When the BlueKeep vulnerability was first discovered, it was described as the possible catalyst for the next NotPetya attack. However, to say that it didn’t live up to the hype would be an understatement, given that all we’ve gotten so far was a cryptocurrency miner which was easy to spot and even easier to eliminate.
However, Microsoft is now claiming that we may yet see devastating, self-spreading malware that abuses the BlueKeep flaw.
"While there have been no other verified attacks involving ransomware or other types of malware as of this writing, the BlueKeep exploit will likely be used to deliver payloads more impactful and damaging than coin miners," Microsoft said today. "We cannot discount enhancements that will likely result in more effective attacks."
Microsoft said that BlueKeep could be exploited in full stealth mode, making it a super deadly flaw.

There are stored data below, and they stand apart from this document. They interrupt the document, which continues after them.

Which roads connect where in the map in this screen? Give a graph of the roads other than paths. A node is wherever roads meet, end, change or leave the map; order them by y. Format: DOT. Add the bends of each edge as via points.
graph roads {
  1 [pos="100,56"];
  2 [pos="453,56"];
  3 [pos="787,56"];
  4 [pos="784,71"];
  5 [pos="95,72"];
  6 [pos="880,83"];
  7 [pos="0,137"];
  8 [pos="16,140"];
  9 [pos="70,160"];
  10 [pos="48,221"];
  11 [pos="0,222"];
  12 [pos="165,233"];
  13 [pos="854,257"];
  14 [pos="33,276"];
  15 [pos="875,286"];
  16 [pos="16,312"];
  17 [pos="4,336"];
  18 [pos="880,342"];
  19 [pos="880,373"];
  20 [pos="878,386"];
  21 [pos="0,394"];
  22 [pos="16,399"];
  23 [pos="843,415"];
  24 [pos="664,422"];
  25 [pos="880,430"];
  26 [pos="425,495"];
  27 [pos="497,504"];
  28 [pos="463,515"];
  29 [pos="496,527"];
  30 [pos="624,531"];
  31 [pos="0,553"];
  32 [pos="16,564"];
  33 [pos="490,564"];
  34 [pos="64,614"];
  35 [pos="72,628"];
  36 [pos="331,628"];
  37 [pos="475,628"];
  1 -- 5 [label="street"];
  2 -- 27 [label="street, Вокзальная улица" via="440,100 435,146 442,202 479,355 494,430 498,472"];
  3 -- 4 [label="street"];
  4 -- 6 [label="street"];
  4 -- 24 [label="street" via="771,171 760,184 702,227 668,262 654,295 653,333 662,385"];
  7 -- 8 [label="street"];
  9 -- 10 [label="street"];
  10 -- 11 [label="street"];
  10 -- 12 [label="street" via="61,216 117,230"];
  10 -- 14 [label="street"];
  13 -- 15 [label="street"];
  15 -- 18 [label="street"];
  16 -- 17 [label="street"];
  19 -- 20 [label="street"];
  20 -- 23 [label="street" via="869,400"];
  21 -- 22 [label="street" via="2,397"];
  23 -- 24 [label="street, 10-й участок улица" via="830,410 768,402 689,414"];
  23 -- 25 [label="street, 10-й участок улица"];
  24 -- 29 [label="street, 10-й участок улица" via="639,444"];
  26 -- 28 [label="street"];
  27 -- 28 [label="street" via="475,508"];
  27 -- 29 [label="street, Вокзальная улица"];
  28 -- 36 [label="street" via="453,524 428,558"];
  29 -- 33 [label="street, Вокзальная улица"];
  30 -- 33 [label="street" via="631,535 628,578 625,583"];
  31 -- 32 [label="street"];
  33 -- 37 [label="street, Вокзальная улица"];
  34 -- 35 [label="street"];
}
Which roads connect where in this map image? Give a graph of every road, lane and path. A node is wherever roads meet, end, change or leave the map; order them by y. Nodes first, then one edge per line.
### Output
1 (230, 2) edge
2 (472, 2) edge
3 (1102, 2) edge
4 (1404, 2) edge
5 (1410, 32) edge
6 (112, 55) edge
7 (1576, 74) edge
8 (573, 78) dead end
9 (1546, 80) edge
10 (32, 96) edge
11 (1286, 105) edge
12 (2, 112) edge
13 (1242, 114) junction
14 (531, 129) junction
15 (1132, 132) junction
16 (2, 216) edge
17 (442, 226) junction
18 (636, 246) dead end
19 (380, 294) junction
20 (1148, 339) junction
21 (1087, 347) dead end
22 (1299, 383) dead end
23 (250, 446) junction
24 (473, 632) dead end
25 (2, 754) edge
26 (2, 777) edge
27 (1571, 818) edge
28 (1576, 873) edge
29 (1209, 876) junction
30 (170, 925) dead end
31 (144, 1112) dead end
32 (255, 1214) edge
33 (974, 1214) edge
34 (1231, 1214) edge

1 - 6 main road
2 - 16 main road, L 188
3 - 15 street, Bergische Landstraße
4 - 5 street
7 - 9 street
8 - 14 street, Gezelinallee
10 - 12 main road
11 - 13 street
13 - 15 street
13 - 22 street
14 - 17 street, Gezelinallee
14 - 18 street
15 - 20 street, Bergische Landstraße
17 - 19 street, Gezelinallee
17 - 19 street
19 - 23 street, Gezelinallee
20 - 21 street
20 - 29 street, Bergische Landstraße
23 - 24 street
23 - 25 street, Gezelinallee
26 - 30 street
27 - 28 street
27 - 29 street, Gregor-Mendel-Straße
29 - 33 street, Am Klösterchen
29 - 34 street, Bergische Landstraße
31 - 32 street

"Customers are encouraged to identify and update vulnerable systems immediately," the company said. "Many of these unpatched devices could be unmonitored RDP appliances placed by suppliers and other third-parties to occasionally manage customer systems. BlueKeep can be exploited without leaving obvious traces, customers should also thoroughly inspect systems that might already be infected or compromised."
Earlier this year, we reported that almost a million devices were vulnerable to BlueKeep. Those are mostly devices running an older version of the Windows operating system. Microsoft patched the flaw for Windows 7, Server 2008, XP and Server 2003.
The flaw works in a fashion similar to what WannaCry did two years ago. An unauthenticated user can execute arbitrary code to assume control of a machine without any user interaction.
NotPetya is considered one of the most devastating ransomwares to ever hit the internet. Thousands of machines worldwide have had their data encrypted, with companies and institutions such as the NHS almost having their operations grind to a halt.